A review of the ED Patient Care Timeline revealed that on 8/19/2022 at 4:16 A.M. Patient #1 was admitted to an observation Unit and new orders were acknowledged. The orders revealed in part, New -Head CT (Computed Tomography -Imaging diagnostic test to obtain detailed images of the body) without contrast, Place in observation "Full Code (individual who wants everything done to save their life in the event of an emergency)" Laboratory work, medication for pain and nausea, Zosyn and Flagyl antibiotics.

Continued review of the medical record revealed that on 8/19/2022 at 5:14 A.M. OBGYNMD AA ordered a consult for IMS MD Hospitalist GG to evaluate patient #1. The patient was listed to be room 3210/3210-01 (Observational Unit). IMS MD Hospitalist GG documented in part, "Pt. (patient) Reports beginning abortion process on Sunday and states she has had extreme vaginal bleeding. Filling a pad in under an hour. States she is dizzy and passed out once." Further documentation by IMS MD Hospitalist GG revealed in part, History of Present illness, " ...OB GYN MD AA consulted me due to concern of persistent hypotension despite appropriate IV fluids. Patient reports lightheadedness upon sitting up and generalized abdominal pain. He also documented the following abnormal Blood pressures, pulse and respirations:2:05 A.M.- Blood pressure (B/P) 89/58; Pulse: 105; 3:13 A.M. - Pulse 105,
Respiration: 30; 4:27 A.M. BP 79/42; and 4:33 A.M. BP 72/38, Pulse: 18; and Respirations: 25. IMS MD Hospitalist GG documented, in part, Physical Examination: General Appearance: "Appears Ill ... Throat: Dry oral mucosa ...Abdomen: Soft, right lower quadrant abdominal tenderness, rebound noted, involuntary guarding noted, hypoactive bowel sounds active in all quadrants." The patient's most recent laboratory work on 8/19/2022 at 3:22 A.M., WBC increased to 80.10 and Platelet count further decreased to 71. The patient's Creatinine Level was 1.29 (indicating possible kidney failure); Glucose 117; and calcium level was 6.5. He also documented an Assessment -Hospital Problem list: 1. (Principal) Retained products of conception following; 2. Leukocytosis; 3. Tachycardia; 4. Sepsis; 5. Shock; 6. ARF (acute renal failure).
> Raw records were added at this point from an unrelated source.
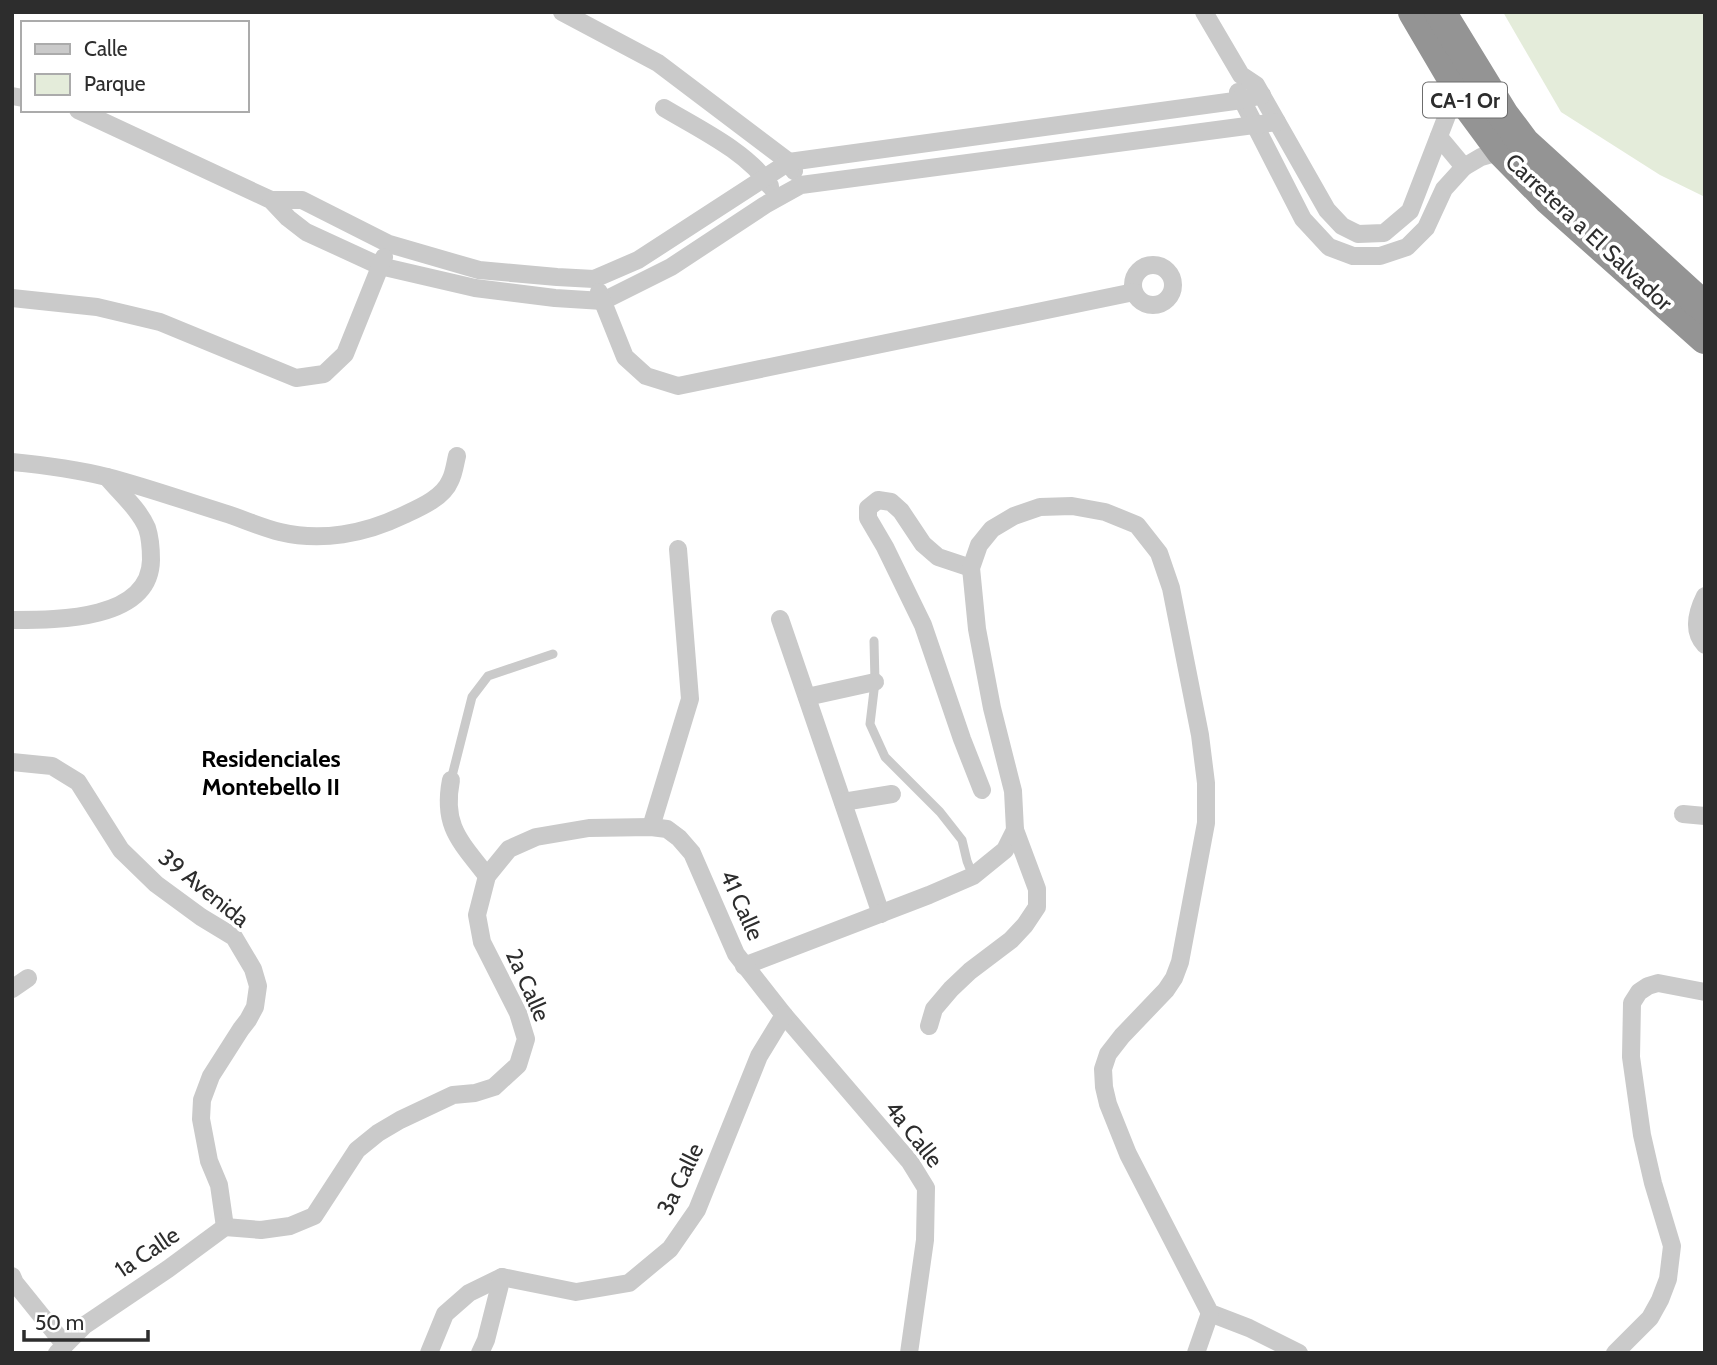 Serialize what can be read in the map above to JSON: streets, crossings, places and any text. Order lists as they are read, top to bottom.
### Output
{
  "streets": {
    "highway": ["CA-1 Or", "Carretera a El Salvador"],
    "street": [
      "39 Avenida",
      "41 Calle",
      "2a Calle",
      "4a Calle",
      "3a Calle",
      "1a Calle"
    ]
  },
  "crossings": [
    ["39 Avenida", "2a Calle"],
    ["39 Avenida", "1a Calle"],
    ["41 Calle", "2a Calle"],
    ["41 Calle", "4a Calle"],
    ["41 Calle", "3a Calle"],
    ["2a Calle", "1a Calle"],
    ["4a Calle", "3a Calle"]
  ],
  "districts": ["Residenciales Montebello II"],
  "legend": ["Calle", "Parque"],
  "scale_bar": "50 m"
} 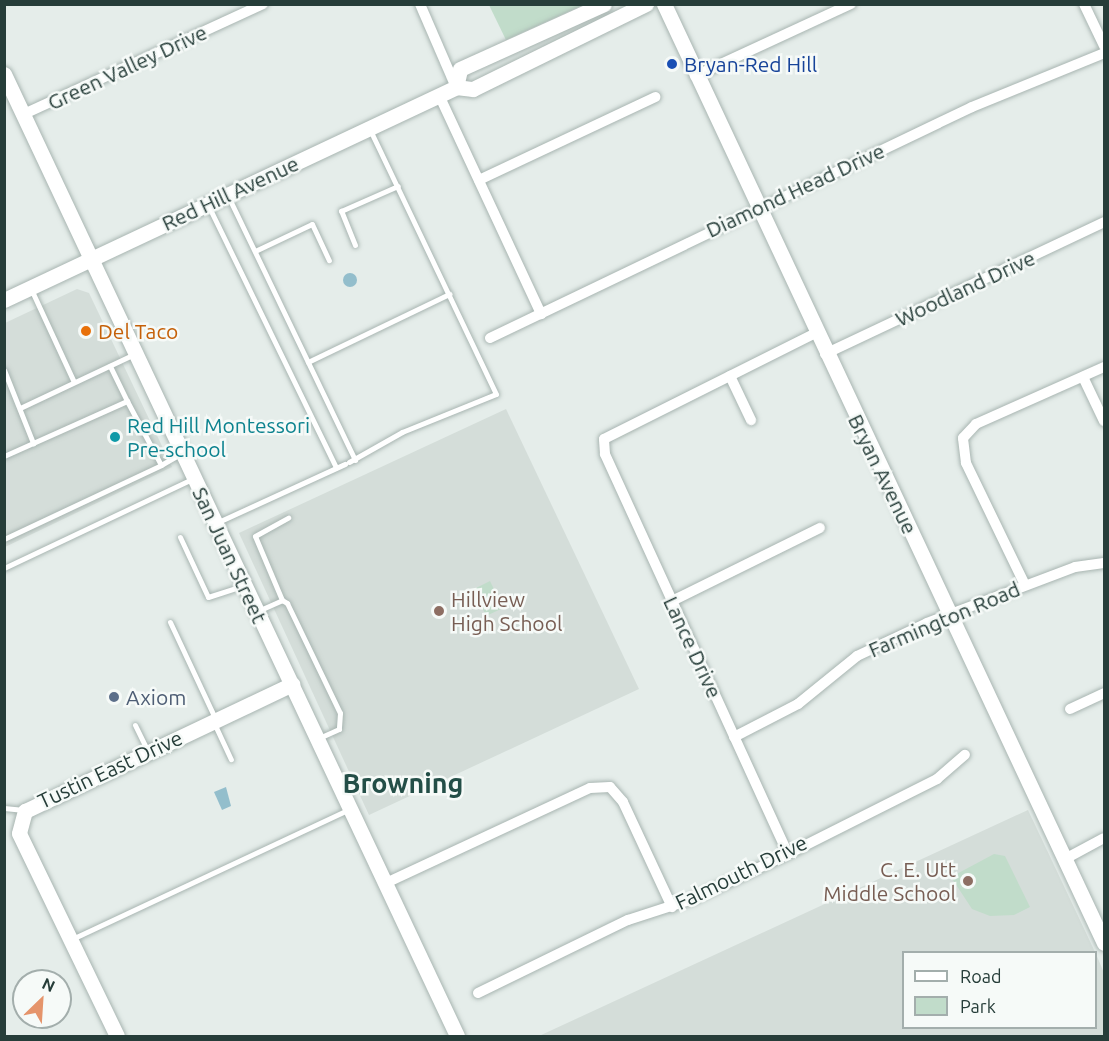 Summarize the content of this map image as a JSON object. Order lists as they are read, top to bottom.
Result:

Further documentation revealed the "PLAN": Sepsis (the body's response to extreme to an infection. It is a Life- threatening medical emergency), Acute-Severe. Complicated by refractory hypotension consistent with shock; initiate Levophed. Discussed case with ICU (Intensive care unit) pending evaluation; escalate antibiotics-Zosyn, vancomycin doxycycline, blood cultures, obtain serum lactic acid (occurs when lactic acid builds up in the blood, body produces more lactic acid and body tissues are deprived of oxygen), CT abdomen pelvis with IV contrast-concern for possible abscess versus acute abdomen-peritoneal signs on exam; Place on telemetry; Shock Acute. Likely secondary to sepsis (Continue IV fluids, Exam bed placed in Trendelenburg (used as first line intervention in the treatment of acute hypotension and/or shock); Leukocytosis Acute worsening; Acute renal failure Acute. Likely to sepsis. IMS MD hospitalist GG documented the findings were discussed with OB GYNMD AA, "Pending ICU evaluation."

Documentation by the RN dated 8/19/2022 at 6:29 AM revealed, "Awaiting assignment for patient to be transferred.

Review of the Rapid Response Note dated 8/19/2022 at 6:45 A.M. the RRT (Rapid Response Team) was called by the Intensivist for hypotension: Started patient on levo (Levophed) gtt (drip) and transferred to ICU Room 2210. Review of the record revealed that at 7:05 A.M. the patient's BP was 65/50.

Review of the Critical care note dated 8/19/2022 at 7:14 A.M. CCM (Critical Care Management) PA HH documented that a critical care consult was placed because IMS was asked to look at P#1 for septic shock. She documented in part, "She was admitted for volume resuscitation and IV antibiotics with plans of D&C. Overnight 8/18-19 she was hypotensive despite 5.5 L (liters) of IV fluids. Patient transferred to the ICU for pressors (type of medication used in the ICU to treat conditions such as shock).

Review of the medical record revealed that on 8/19/2022 at 12:05 P.M., OB GYN Surgeon DD, notified CCM MD II, the patient's condition was deteriorating, and the patient was now on 2 pressors, the blood pressure was 80/40's. She also documented the patient's WBC had increased from 80.1 to 100.70.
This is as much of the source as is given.